How to complete this task:
Transcribe exactly the line containing "ctx.fillText('Reunión de Comunicación', 104, 895)" and each line after it, through the end of the entries, with nothing before or after.

Data for review:
+--

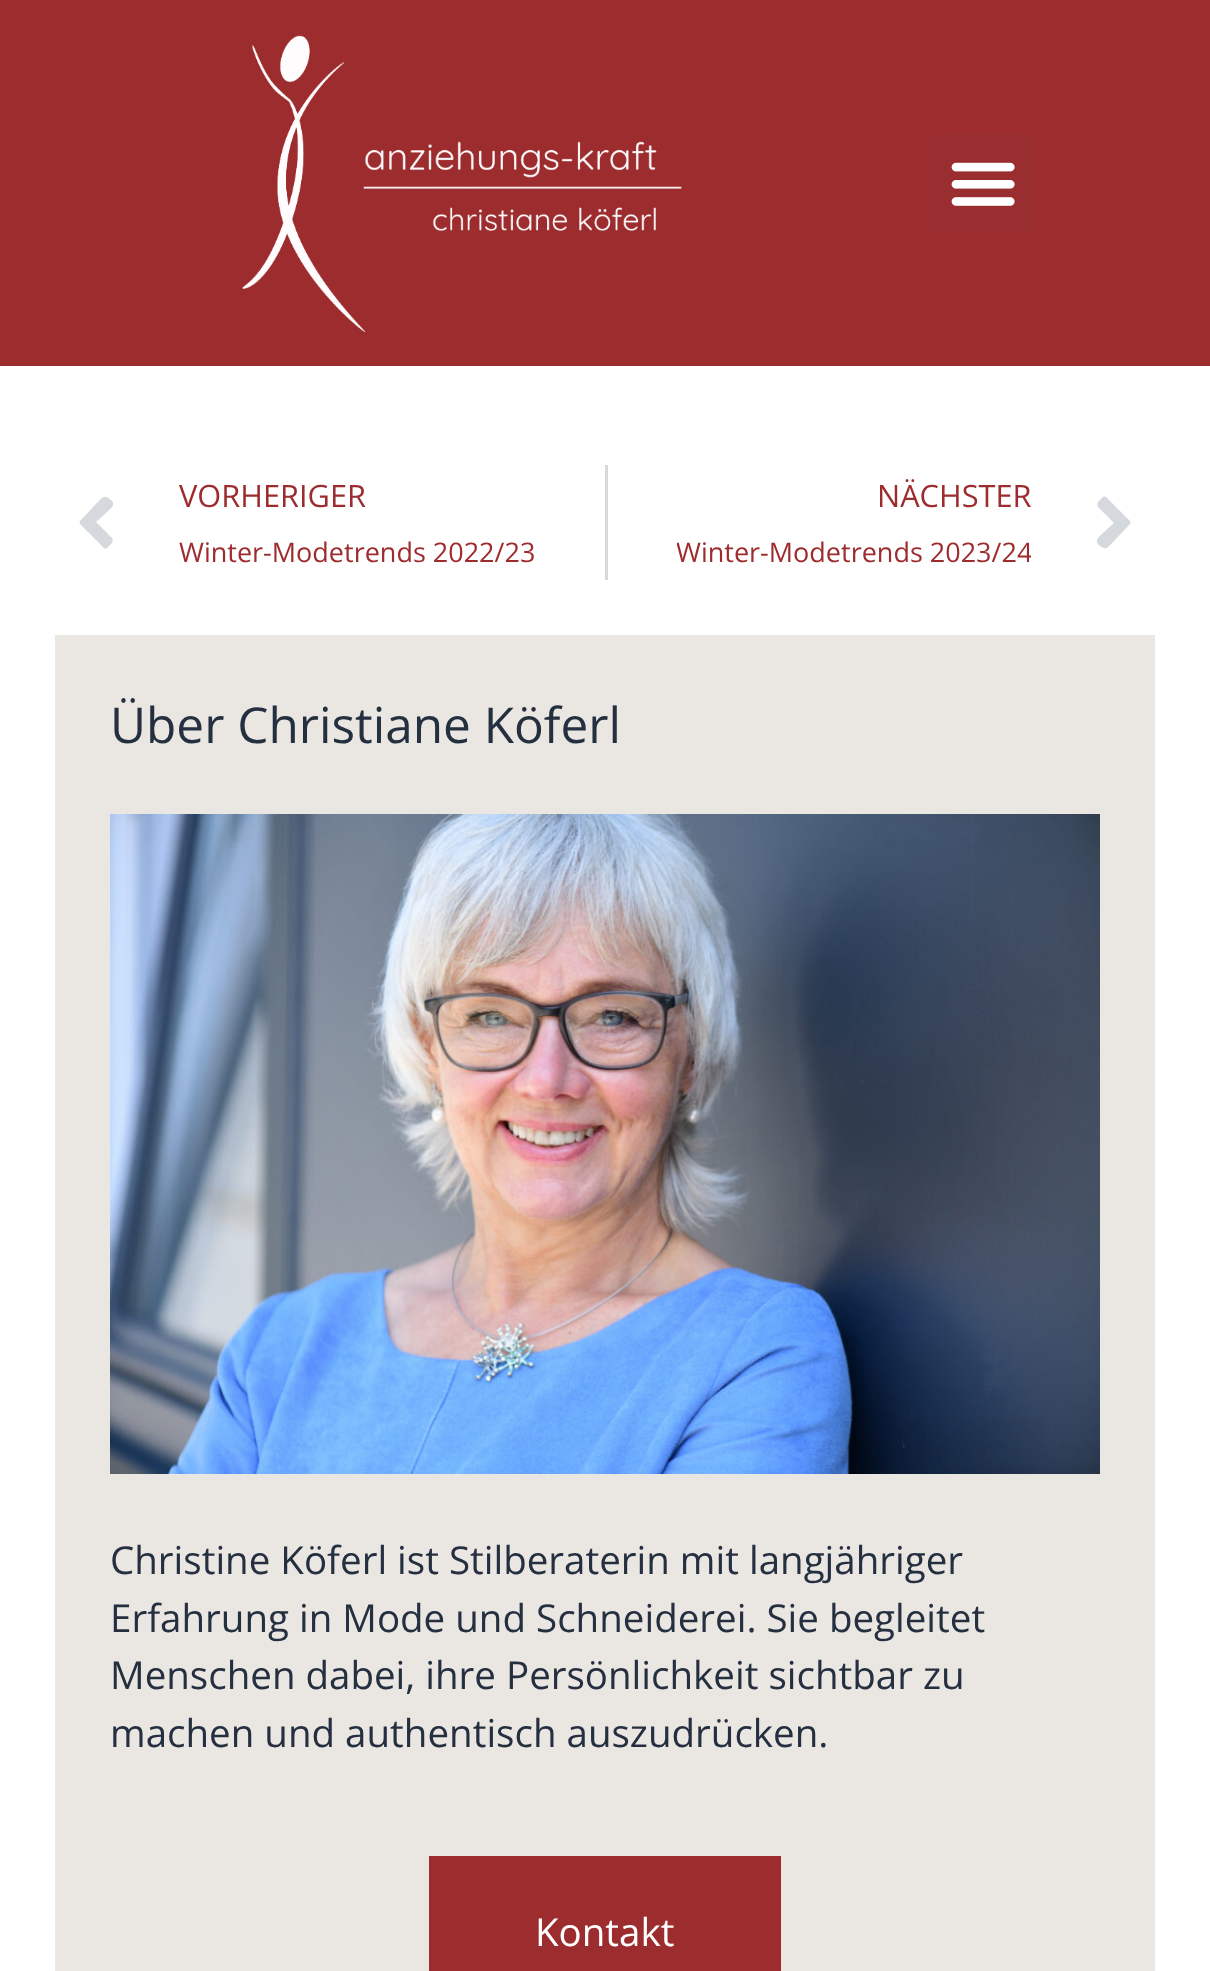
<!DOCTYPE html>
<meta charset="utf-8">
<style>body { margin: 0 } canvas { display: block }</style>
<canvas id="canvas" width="1210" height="1971"></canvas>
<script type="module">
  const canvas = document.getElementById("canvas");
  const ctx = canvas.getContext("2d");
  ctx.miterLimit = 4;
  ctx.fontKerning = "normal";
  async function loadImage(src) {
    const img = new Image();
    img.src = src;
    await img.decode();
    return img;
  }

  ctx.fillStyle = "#ffffff";
  ctx.fillRect(0, 0, 1210, 1971);
  ctx.fillStyle = "#9d2c2e";
  ctx.fillRect(0, 0, 1210, 366);
  ctx.drawImage(await loadImage("img1.png"), 242, 35, 440, 298);
  ctx.fillStyle = "#9a2d2f";
  ctx.fillRect(930, 132, 104, 102);
  ctx.drawImage(await loadImage("img2.png"), 951, 162, 64, 44);
  ctx.fillStyle = "#d5d8dc";
  ctx.beginPath();
  ctx.moveTo(81, 520);
  ctx.lineTo(95, 505);
  ctx.bezierCurveTo(103, 497, 104, 493, 112, 501);
  ctx.bezierCurveTo(116, 505, 109, 510, 107, 512);
  ctx.lineTo(96, 522);
  ctx.lineTo(112, 538);
  ctx.bezierCurveTo(113, 540, 113, 542, 112, 543);
  ctx.lineTo(108, 547);
  ctx.bezierCurveTo(107, 549, 104, 549, 103, 547);
  ctx.lineTo(81, 525);
  ctx.bezierCurveTo(79, 524, 79, 521, 81, 520);
  ctx.closePath();
  ctx.fill();
  ctx.font = "30.75px Open Sans";
  ctx.fillStyle = "#9d2c2e";
  ctx.fillText("VORHERIGER", 179, 507);
  ctx.font = "27px Open Sans";
  ctx.fillText("Winter-Modetrends 2022/23", 179, 562);
  ctx.fillStyle = "#d5d8dc";
  ctx.fillRect(605, 465, 3, 115);
  ctx.font = "30.75px Open Sans";
  ctx.fillStyle = "#9d2c2e";
  ctx.fillText("NÄCHSTER", 877, 507);
  ctx.save();
  ctx.beginPath();
  ctx.rect(677, 523, 354, 57);
  ctx.clip();
  ctx.font = "27px Open Sans";
  ctx.fillText("Winter-Modetrends 2023/24", 676, 562);
  ctx.restore();
  ctx.fillStyle = "#d5d8dc";
  ctx.beginPath();
  ctx.moveTo(1129, 525);
  ctx.lineTo(1115, 540);
  ctx.bezierCurveTo(1107, 548, 1106, 552, 1098, 544);
  ctx.bezierCurveTo(1094, 540, 1101, 535, 1103, 533);
  ctx.lineTo(1114, 523);
  ctx.lineTo(1098, 507);
  ctx.bezierCurveTo(1097, 505, 1097, 503, 1098, 502);
  ctx.lineTo(1102, 498);
  ctx.bezierCurveTo(1103, 496, 1106, 496, 1107, 498);
  ctx.lineTo(1129, 520);
  ctx.bezierCurveTo(1131, 521, 1131, 524, 1129, 525);
  ctx.closePath();
  ctx.fill();
  ctx.fillStyle = "#eae6e1";
  ctx.fillRect(55, 635, 1100, 1336);
  ctx.font = "49.5px Open Sans";
  ctx.fillStyle = "#242f40";
  ctx.fillText("Über Christiane Köferl", 110, 743);
  ctx.drawImage(await loadImage("img3.png"), 110, 814, 990, 660);
  ctx.font = "38.5px Open Sans";
  ctx.fillText("Christine Köferl ist Stilberaterin mit langjähriger", 110, 1574);
  ctx.fillText("Erfahrung in Mode und Schneiderei. Sie begleitet", 110, 1632);
  ctx.fillText("Menschen dabei, ihre Persönlichkeit sichtbar zu", 110, 1689);
  ctx.fillText("machen und authentisch auszudrücken.", 110, 1747);
  ctx.fillStyle = "#9d2c2e";
  ctx.fillRect(429, 1856, 352, 115);
  ctx.fillStyle = "#ffffff";
  ctx.fillText("Kontakt", 535, 1946);
</script>
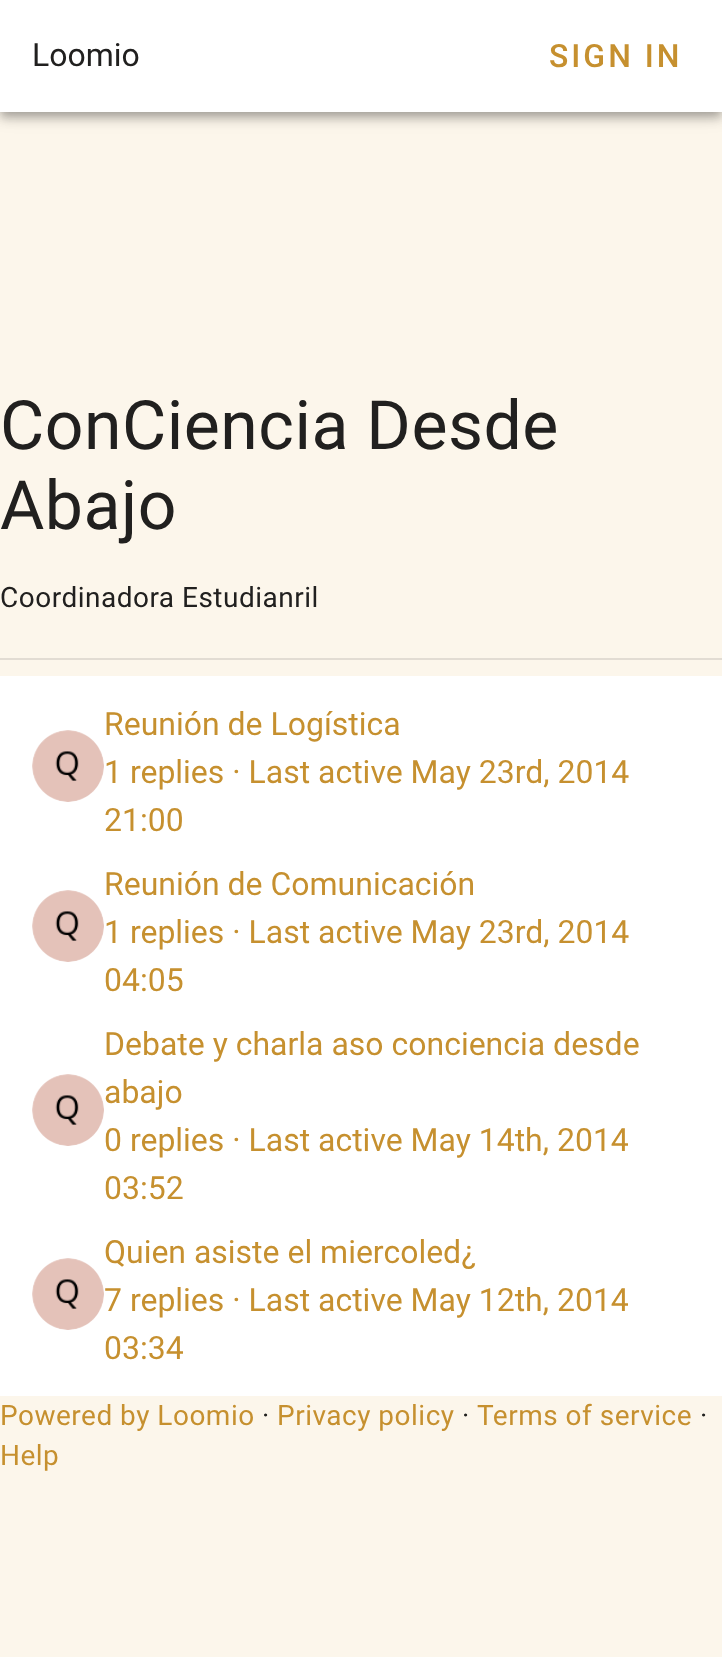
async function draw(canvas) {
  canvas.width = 722
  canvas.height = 1657
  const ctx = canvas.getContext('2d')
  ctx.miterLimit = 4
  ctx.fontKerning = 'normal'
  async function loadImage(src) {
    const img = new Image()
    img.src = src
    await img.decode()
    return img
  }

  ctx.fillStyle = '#fcf6eb'
  ctx.fillRect(0, 0, 722, 1657)
  ctx.fillStyle = '#0000001f'
  ctx.filter = 'blur(10px)'
  ctx.beginPath()
  ctx.rect(0, 2, 722, 112)
  ctx.fill()
  ctx.filter = 'none'
  ctx.fillStyle = '#00000024'
  ctx.filter = 'blur(5px)'
  ctx.beginPath()
  ctx.rect(0, 8, 722, 112)
  ctx.fill()
  ctx.filter = 'none'
  ctx.fillStyle = '#00000033'
  ctx.filter = 'blur(4px)'
  ctx.beginPath()
  ctx.rect(2, 6, 718, 108)
  ctx.fill()
  ctx.filter = 'none'
  ctx.fillStyle = '#fff'
  ctx.fillRect(0, 0, 722, 112)
  ctx.font = '32px Roboto'
  ctx.fillStyle = '#21201f'
  ctx.fillText('Loomio', 32, 66)
  ctx.letterSpacing = '3px'
  ctx.font = '500 32px Roboto'
  ctx.fillStyle = '#c6902f'
  ctx.fillText('SIGN IN', 549, 67)
  ctx.letterSpacing = '0.5px'
  ctx.font = '68px Roboto'
  ctx.fillStyle = '#21201f'
  ctx.fillText('ConCiencia Desde', 0, 449)
  ctx.fillText('Abajo', 0, 529)
  ctx.font = '28px Roboto'
  ctx.fillText('Coordinadora Estudianril', 0, 607)
  ctx.fillStyle = '#e2dcd3'
  ctx.fillRect(0, 658, 722, 2)
  ctx.fillStyle = '#fff'
  ctx.fillRect(0, 676, 722, 720)
  ctx.drawImage(await loadImage('image0.png'), 32, 730, 72, 72)
  ctx.letterSpacing = '0px'
  ctx.font = '32px Roboto'
  ctx.fillStyle = '#c6902f'
  ctx.fillText('Reunión de Logística', 104, 735)
  ctx.fillText('1 replies · Last active May 23rd, 2014', 104, 783)
  ctx.fillText('21:00', 104, 831)
  ctx.drawImage(await loadImage('image0.png'), 32, 890, 72, 72)
  ctx.fillText('Reunión de Comunicación', 104, 895)
  ctx.fillText('1 replies · Last active May 23rd, 2014', 104, 943)
  ctx.fillText('04:05', 104, 991)
  ctx.drawImage(await loadImage('image0.png'), 32, 1074, 72, 72)
  ctx.fillText('Debate y charla aso conciencia desde', 104, 1055)
  ctx.fillText('abajo', 104, 1103)
  ctx.fillText('0 replies · Last active May 14th, 2014', 104, 1151)
  ctx.fillText('03:52', 104, 1199)
  ctx.drawImage(await loadImage('image1.png'), 32, 1258, 72, 72)
  ctx.fillText('Quien asiste el miercoled¿', 104, 1263)
  ctx.fillText('7 replies · Last active May 12th, 2014', 104, 1311)
  ctx.fillText('03:34', 104, 1359)
  ctx.letterSpacing = '0.5px'
  ctx.font = '28px Roboto'
  ctx.fillText('Powered by Loomio', 0, 1425)
  ctx.fillStyle = '#21201f'
  ctx.fillText('·', 262, 1425)
  ctx.fillStyle = '#c6902f'
  ctx.fillText('Privacy policy', 277, 1425)
  ctx.fillStyle = '#21201f'
  ctx.fillText('·', 462, 1425)
  ctx.fillStyle = '#c6902f'
  ctx.fillText('Terms of service', 477, 1425)
  ctx.fillStyle = '#21201f'
  ctx.fillText('·', 700, 1425)
  ctx.fillStyle = '#c6902f'
  ctx.fillText('Help', 0, 1465)
}

draw(document.querySelector('canvas'))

+--

Answer to this problem:
  ctx.fillText('Reunión de Comunicación', 104, 895)
  ctx.fillText('1 replies · Last active May 23rd, 2014', 104, 943)
  ctx.fillText('04:05', 104, 991)
  ctx.drawImage(await loadImage('image0.png'), 32, 1074, 72, 72)
  ctx.fillText('Debate y charla aso conciencia desde', 104, 1055)
  ctx.fillText('abajo', 104, 1103)
  ctx.fillText('0 replies · Last active May 14th, 2014', 104, 1151)
  ctx.fillText('03:52', 104, 1199)
  ctx.drawImage(await loadImage('image1.png'), 32, 1258, 72, 72)
  ctx.fillText('Quien asiste el miercoled¿', 104, 1263)
  ctx.fillText('7 replies · Last active May 12th, 2014', 104, 1311)
  ctx.fillText('03:34', 104, 1359)
  ctx.letterSpacing = '0.5px'
  ctx.font = '28px Roboto'
  ctx.fillText('Powered by Loomio', 0, 1425)
  ctx.fillStyle = '#21201f'
  ctx.fillText('·', 262, 1425)
  ctx.fillStyle = '#c6902f'
  ctx.fillText('Privacy policy', 277, 1425)
  ctx.fillStyle = '#21201f'
  ctx.fillText('·', 462, 1425)
  ctx.fillStyle = '#c6902f'
  ctx.fillText('Terms of service', 477, 1425)
  ctx.fillStyle = '#21201f'
  ctx.fillText('·', 700, 1425)
  ctx.fillStyle = '#c6902f'
  ctx.fillText('Help', 0, 1465)
}

draw(document.querySelector('canvas'))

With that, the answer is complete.